On Fri, Oct 12, 2018 at 07:10:55PM -0700, Ivan Delalande wrote:
Hi Greg,
This series fixes issues we've seen with softirq time accounting in 4.9:
- when ksoftirqd is running at 100% on a CPU, none of the values reported by /proc/stat for that CPU will change, sometimes for dozens of seconds,
- large deviations in the total number of ticks accumulated over a fixed time for a CPU, probably because of the first issue hitting for shorter periods.
We found out that something pretty similar had been reported 9 months ago, see the reference link below. In that discussion, Rabin Vincent had made a 4.9 specific patch which fixes our first issue, but we were still seeing some deviation from the total number of ticks (up to 1.7% from expected, where we had only 0.2% on older kernels), and you had also asked for a direct backport from the mainline series, if possible.
As mentioned in that thread, a lot of changes (probably 50+) went into 4.11 to remove cputime, but we could get something working with only the 4 attached patches to fix these two issues. Three of these patches apply without change, and the second one in the series ("sched/cputime: Convert kcpustat to nsecs") needed a minor change as a cast had been added in 527b0a76f41d ("sched/cpuacct: Avoid %lld seq_printf warning") to fix a build warning on s390. I guess we could also include that patch in this series, let me know if this is the preferred way to handle this.

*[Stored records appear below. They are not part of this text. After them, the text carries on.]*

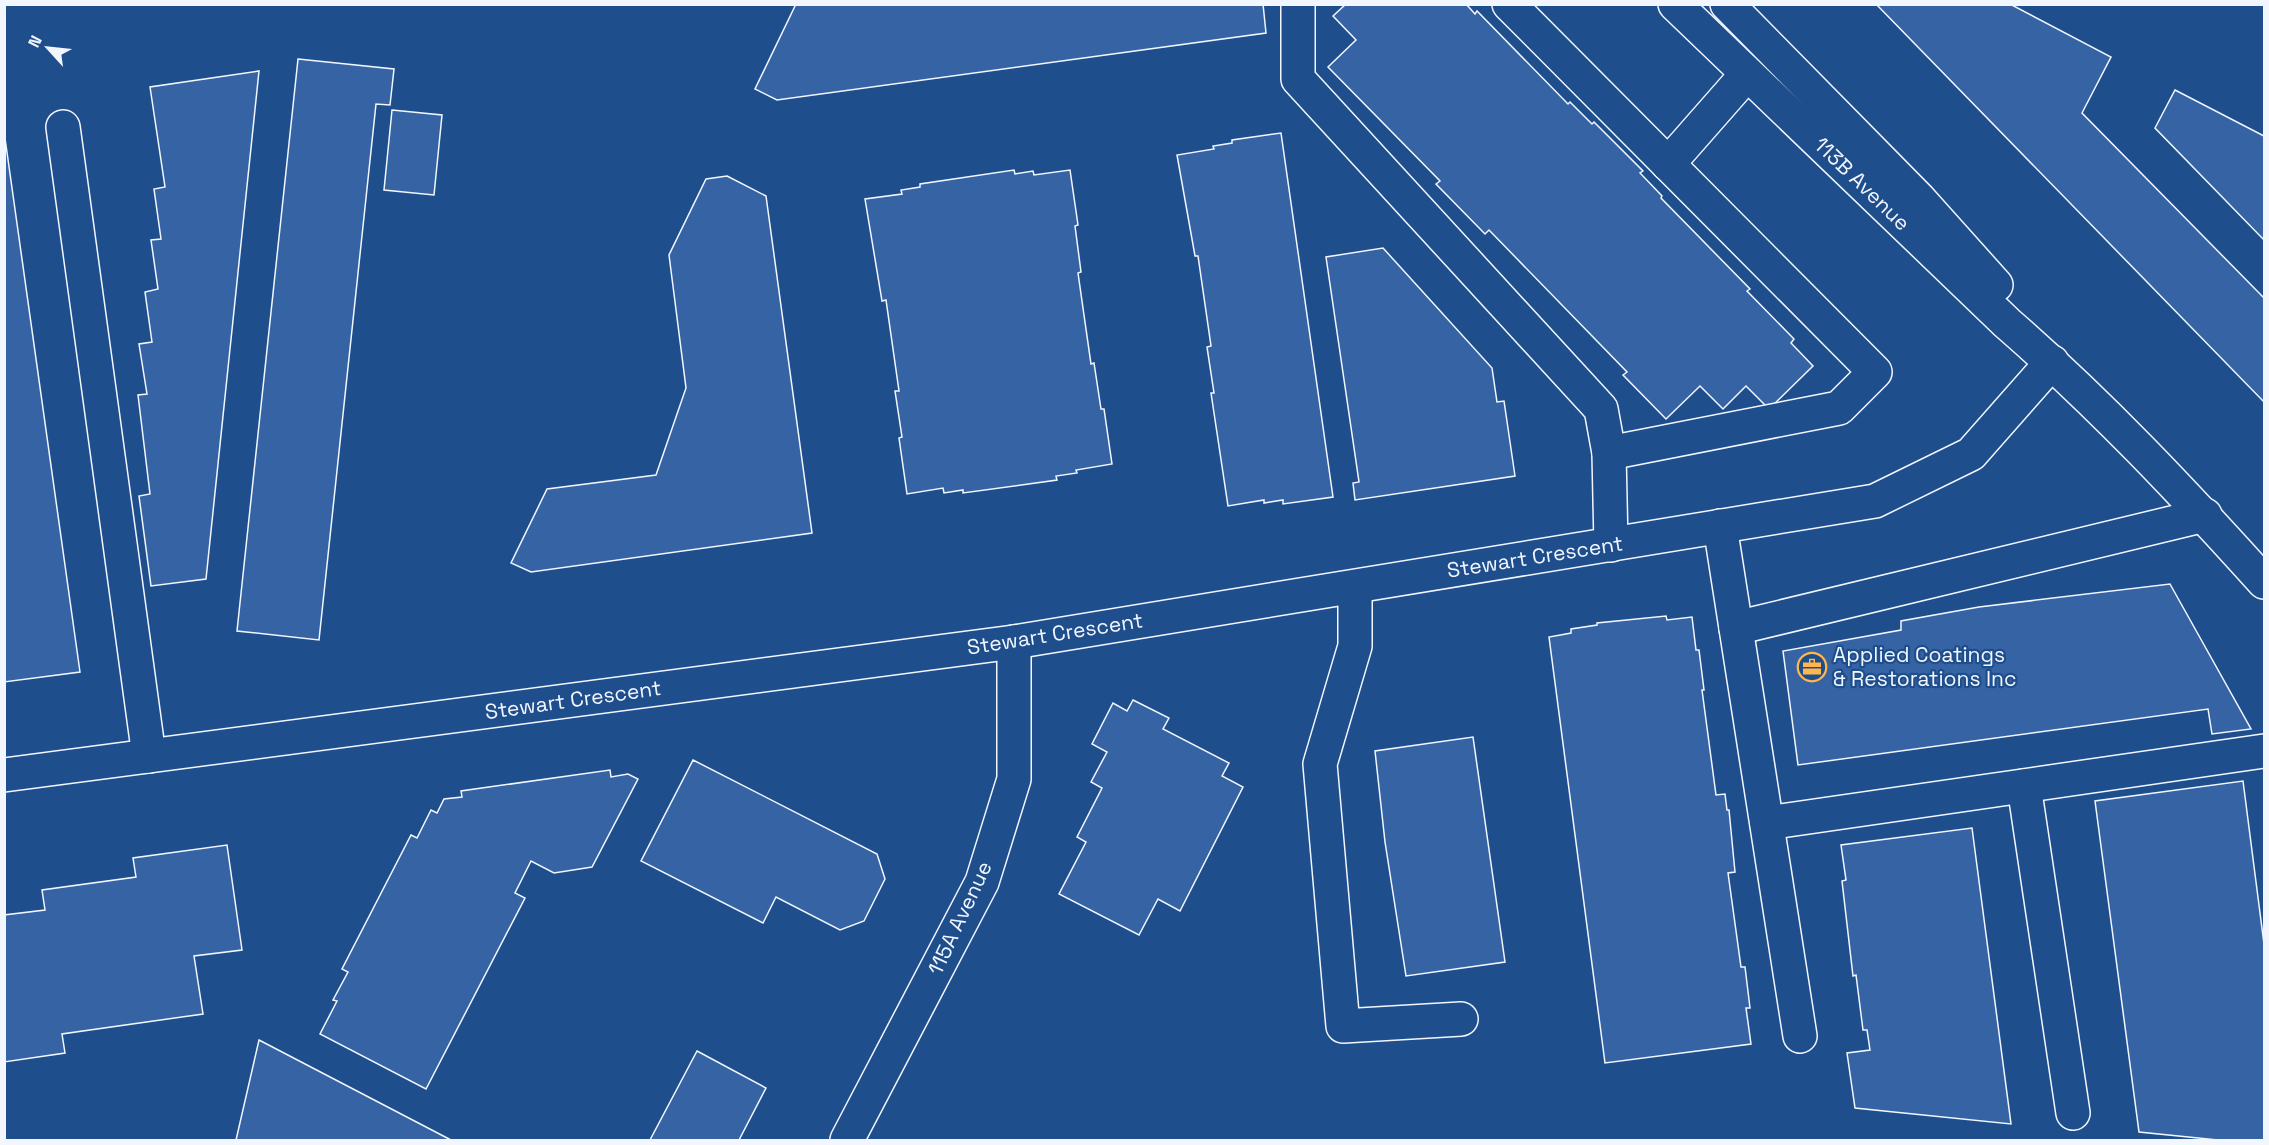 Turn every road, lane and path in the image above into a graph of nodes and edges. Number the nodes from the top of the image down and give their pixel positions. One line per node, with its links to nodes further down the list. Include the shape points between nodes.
1 (1298, 4): 9 (street, via 1298,79 1601,409)
2 (1509, 4): 7 (street)
3 (1675, 4): 5 (street, 113B Avenue)
4 (1727, 4): 8 (street, 113B Avenue, via 1919,199 2019,311)
5 (1748, 74): 7 (street); 8 (street, 113B Avenue)
6 (63, 127): 18 (street)
7 (1668, 164): 9 (street, via 1875,372 1839,408)
8 (2052, 362): 10 (street, 113B Avenue); 11 (street, Stewart Crescent, via 1971,454 1875,501)
9 (1609, 453): 12 (street)
10 (2205, 515): 13 (street, 113B Avenue); 15 (street)
11 (1720, 526): 12 (street, Stewart Crescent); 15 (street)
12 (1611, 544): 14 (street, Stewart Crescent)
13 (2265, 582)
14 (1355, 587): 16 (street, Stewart Crescent); 22 (street, via 1355,646 1320,764 1343,1026)
15 (1736, 628): 21 (street)
16 (1014, 642): 18 (street, Stewart Crescent); 25 (street, 115A Avenue, via 1014,779 982,882)
17 (2265, 751): 20 (street)
18 (149, 756): 19 (street, Stewart Crescent)
19 (4, 775)
20 (2024, 786): 21 (street); 24 (street)
21 (1767, 823): 23 (street)
22 (1461, 1019)
23 (1800, 1036)
24 (2073, 1113)
25 (847, 1140) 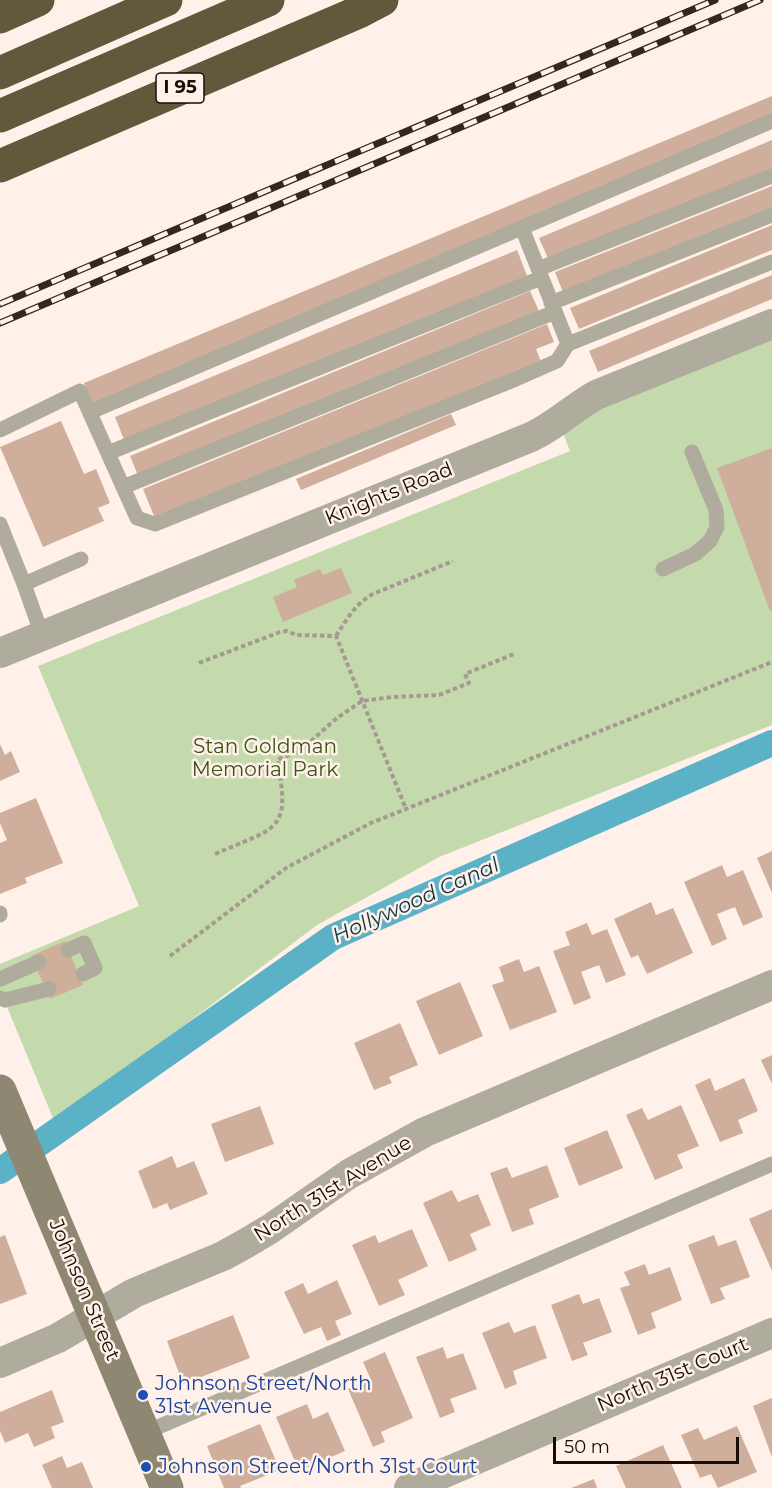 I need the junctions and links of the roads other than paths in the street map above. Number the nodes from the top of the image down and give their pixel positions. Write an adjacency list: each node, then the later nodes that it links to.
1 (38, 0): 6 (highway)
2 (166, 0): 7 (highway)
3 (268, 0): 8 (highway)
4 (401, 0): 5 (highway)
5 (371, 6): 10 (highway, I 95)
6 (0, 16)
7 (0, 73)
8 (0, 116)
9 (772, 122): 13 (lane)
10 (0, 166)
11 (772, 176): 15 (lane)
12 (772, 215): 16 (lane)
13 (522, 228): 15 (lane); 19 (lane)
14 (772, 262): 18 (lane)
15 (540, 273): 16 (lane); 22 (lane)
16 (553, 308): 18 (lane); 23 (lane)
17 (772, 324): 28 (street, Knights Road)
18 (568, 344): 23 (lane)
19 (90, 412): 20 (lane); 22 (lane)
20 (0, 430)
21 (692, 452): 26 (lane)
22 (108, 453): 23 (lane)
23 (123, 487)
24 (0, 524): 27 (lane)
25 (81, 559): 27 (lane)
26 (663, 569)
27 (24, 584): 28 (lane)
28 (42, 635): 29 (street, Knights Road)
29 (0, 653)
30 (68, 950): 32 (lane)
31 (39, 962): 33 (lane)
32 (83, 974)
33 (0, 979)
34 (772, 985): 39 (street, North 31st Avenue)
35 (49, 988): 36 (lane)
36 (0, 998)
37 (0, 1091): 39 (street, Johnson Street)
38 (772, 1164): 42 (lane)
39 (95, 1317): 41 (street, North 31st Avenue); 42 (street, Johnson Street)
40 (772, 1333): 44 (street, North 31st Court)
41 (0, 1363)
42 (144, 1433): 43 (street, Johnson Street)
43 (167, 1488)
44 (409, 1488)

We ran our tests on 3.18, 4.4 and 4.9 and confirmed that only 4.9 would need this series, and that this series indeed restores the behavior we were seeing on those older kernels.
Thanks!
Reference: http://lkml.kernel.org/r/%3C1513159876-5125-1-git-send-email-rabin.vincent@a...
v2: - drop "time: Introduce jiffies64_to_nsecs()" as it has already been merged into v4.9.132, - include backport of commit 564b733c899f ("macintosh/rack-meter: Convert cputime64_t use to u64") to avoid introducing a build failure on powerpc.
Ok, let's try this again, all queued up.
greg k-h